The proposed legislation increases the 911 surcharge from 87 cents to $1.50 per month per device, or an annual increase of $7.56 per phone. In Chicago, the 911 surcharge would increase from $3.90 to $5.
Reynolds said the increase is needed to assist 911 dispatch centers in replacing obsolete equipment and upgrading to the technology needed to meet the mandated Next Generation 911 standards that include texting to 911.
Linda Zerwin, executive director of the Emergency Telephone System Board of DuPage County and a 911 service advisory member representing counties with a population of 250,000 or more, noted that with a resident population of just less than 1 million and 62 police and fire agencies, the DuPage County board is the largest county Emergency Telephone System Board in the state.

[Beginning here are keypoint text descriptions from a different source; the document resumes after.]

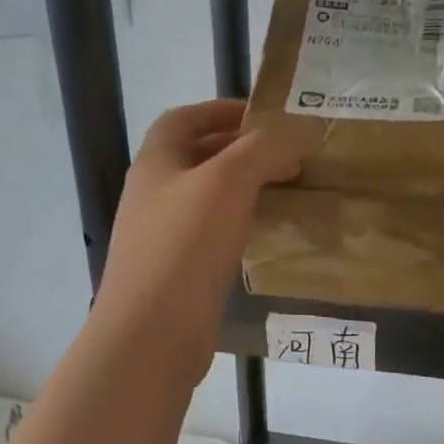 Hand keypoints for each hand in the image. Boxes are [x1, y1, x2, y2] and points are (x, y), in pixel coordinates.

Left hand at [91, 100, 300, 384]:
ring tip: (285, 192)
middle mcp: (153, 195)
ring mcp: (161, 237)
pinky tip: (266, 236)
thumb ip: (262, 150)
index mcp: (155, 163)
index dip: (219, 109)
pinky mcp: (177, 273)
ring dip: (243, 190)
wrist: (152, 333)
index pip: (183, 119)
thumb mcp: (228, 181)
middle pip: (196, 158)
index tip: (262, 116)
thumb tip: (291, 139)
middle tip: (286, 158)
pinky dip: (239, 226)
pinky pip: (211, 236)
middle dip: (240, 151)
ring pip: (207, 200)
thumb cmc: (185, 246)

She said consolidation efforts of the county's 911 system began in 2008, resulting in an annual savings of about $7 million in operating costs.
"The challenge is that even with reducing costs by $7 million annually, a 911 surcharge of 87 cents does not cover all of the costs of a modern 911 system," Zerwin said.
She said the Emergency Telephone System Board currently receives about $8 million in 911 surcharges for a $28 million-a-year operation, and the balance of that amount has been borne by the municipal and Sheriff's Office general funds.
Rauner's administration has said he will not support the proposed legislation because of the surcharge hikes.
"The city of Chicago has already received two significant increases in the last four years – from $1.25 to $2.50 in 2013 and from $2.50 to $3.90 in 2014," said Jason Heffley, Rauner's policy adviser for energy and environment, in a memo to Cindy Barbera-Brelle, statewide 911 administrator. "Additionally, the increase for the remainder of the state is significantly higher than the $1.05 that was recommended by the 911 Advisory Board that studied the issue for two years."
The bill also would allow AT&T to end providing landline service in Illinois.
Reynolds said he believes the General Assembly has the votes to override Rauner's veto, and he accused the governor's office of "playing politics."
"I don't think we should be playing politics with public safety and the well-being of our residents of Illinois," Reynolds said.